About this task: Sort through the entries below and pull out lines containing the word "新五路二段".
• • • • • • •
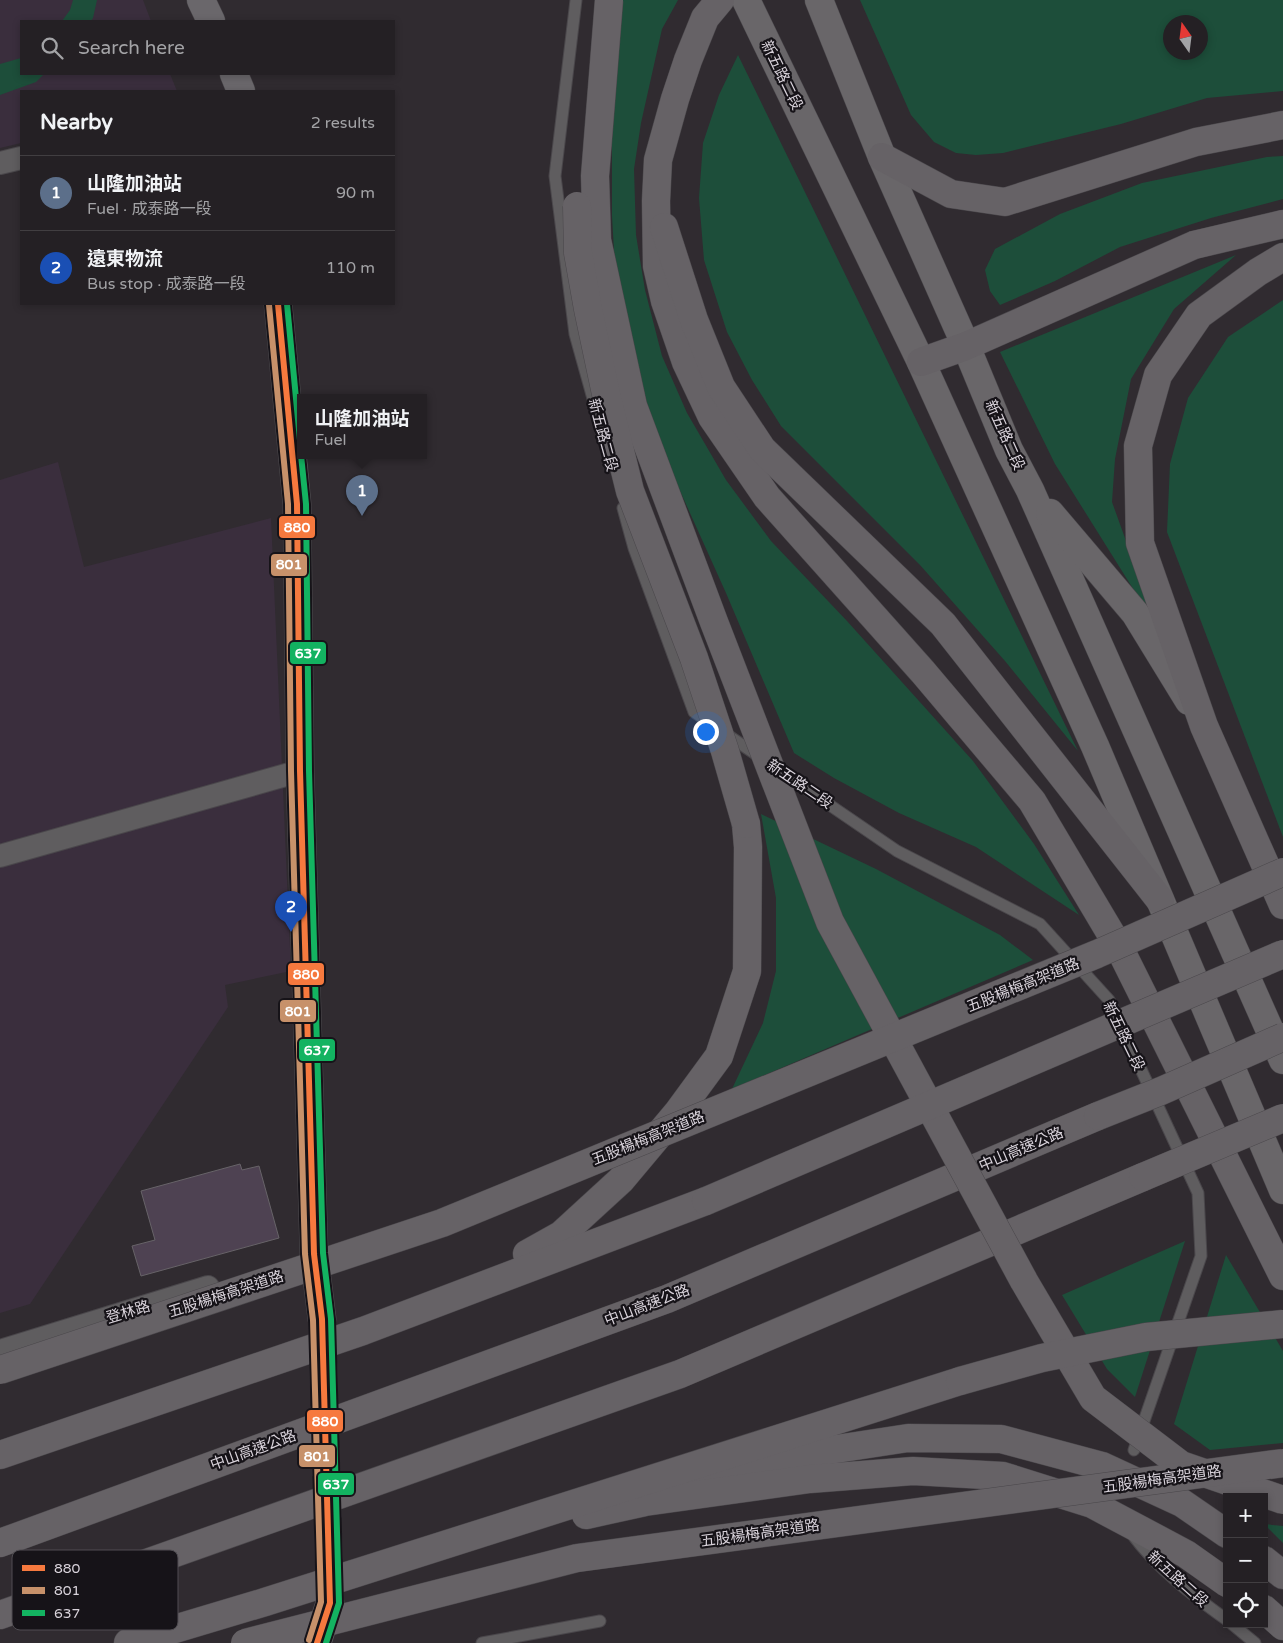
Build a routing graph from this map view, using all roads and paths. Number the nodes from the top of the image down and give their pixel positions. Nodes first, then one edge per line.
1 (201, 0) edge
2 (576, 0) edge
3 (590, 0) edge
4 (609, 0) edge
5 (720, 0) edge
6 (746, 0) edge
7 (819, 0) edge
8 (210, 20) edge
9 (234, 75) edge
10 (241, 90) edge
11 (1283, 125) edge
12 (882, 157) junction
13 (20, 158) edge
14 (0, 164) edge
15 (656, 202) junction
16 (1283, 224) edge
17 (1283, 257) edge
18 (278, 305) edge
19 (966, 346) junction
20 (921, 362) junction
21 (601, 427) dead end
22 (616, 483) dead end
23 (1030, 490) junction
24 (1204, 726) junction
25 (300, 771) junction
26 (0, 856) edge
27 (1283, 872) edge
28 (1160, 900) junction
29 (1283, 905) edge
30 (1283, 954) edge
31 (1283, 1037) edge
32 (1283, 1060) edge
33 (1283, 1118) edge
34 (1283, 1190) edge
35 (314, 1254) junction
36 (1283, 1276) edge
37 (322, 1319) tunnel mouth
38 (1283, 1324) edge
39 (363, 1331) junction
40 (0, 1351) edge
41 (0, 1370) edge
42 (1134, 1450) dead end
43 (0, 1455) edge
44 (1283, 1463) edge
45 (1283, 1500) edge
46 (1223, 1531) edge
47 (1132, 1534) dead end
48 (0, 1543) edge
49 (440, 1546) junction
50 (178, 1552) edge
51 (1268, 1563) edge
52 (1283, 1576) edge
53 (1223, 1580) edge
54 (330, 1603) tunnel mouth
55 (12, 1611) edge
56 (1268, 1613) edge
57 (0, 1615) edge
58 (1223, 1617) edge
59 (600, 1621) dead end
60 (1283, 1626) edge
61 (178, 1628) edge
62 (1237, 1628) edge
63 (171, 1630) edge
64 (128, 1643) edge
65 (245, 1643) edge
66 (317, 1643) edge
67 (482, 1643) edge
68 (1255, 1643) edge

1 - 8 main road
2 - 21 lane, 新五路二段
3 - 39 highway, bridge
4 - 45 highway, bridge
5 - 15 highway
6 - 20 main road, 新五路二段
7 - 12 main road, 新五路二段
9 - 10 main road
11 - 12 highway
12 - 19 main road, 新五路二段
13 - 14 street
15 - 28 highway
15 - 36 highway
16 - 19 highway
17 - 24 highway
18 - 25 main road
19 - 20 highway
19 - 23 main road, 新五路二段
20 - 28 main road, 新五路二段
22 - 42 lane, 新五路二段
23 - 24 main road
23 - 32 main road, 新五路二段
24 - 29 highway
25 - 26 street
25 - 35 main road
27 - 41 highway, 五股楊梅高架道路, bridge
28 - 34 main road, 新五路二段
30 - 39 highway, bridge
31 - 48 highway, 中山高速公路, bridge
33 - 50 highway, bridge
35 - 37 main road
35 - 40 street, 登林路
38 - 49 highway, bridge
39 - 43 highway
44 - 65 highway, 五股楊梅高架道路, bridge
46 - 49 highway
47 - 58 lane, 新五路二段
49 - 53 highway
49 - 61 highway
51 - 52 highway
54 - 66 main road
55 - 57 highway, bridge
56 - 60 highway
59 - 67 lane
62 - 68 lane
63 - 64 highway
• • • • • • •
Output for this exercise:
2 - 21 lane, 新五路二段
6 - 20 main road, 新五路二段
7 - 12 main road, 新五路二段
12 - 19 main road, 新五路二段
19 - 23 main road, 新五路二段
20 - 28 main road, 新五路二段
22 - 42 lane, 新五路二段
23 - 32 main road, 新五路二段
28 - 34 main road, 新五路二段
47 - 58 lane, 新五路二段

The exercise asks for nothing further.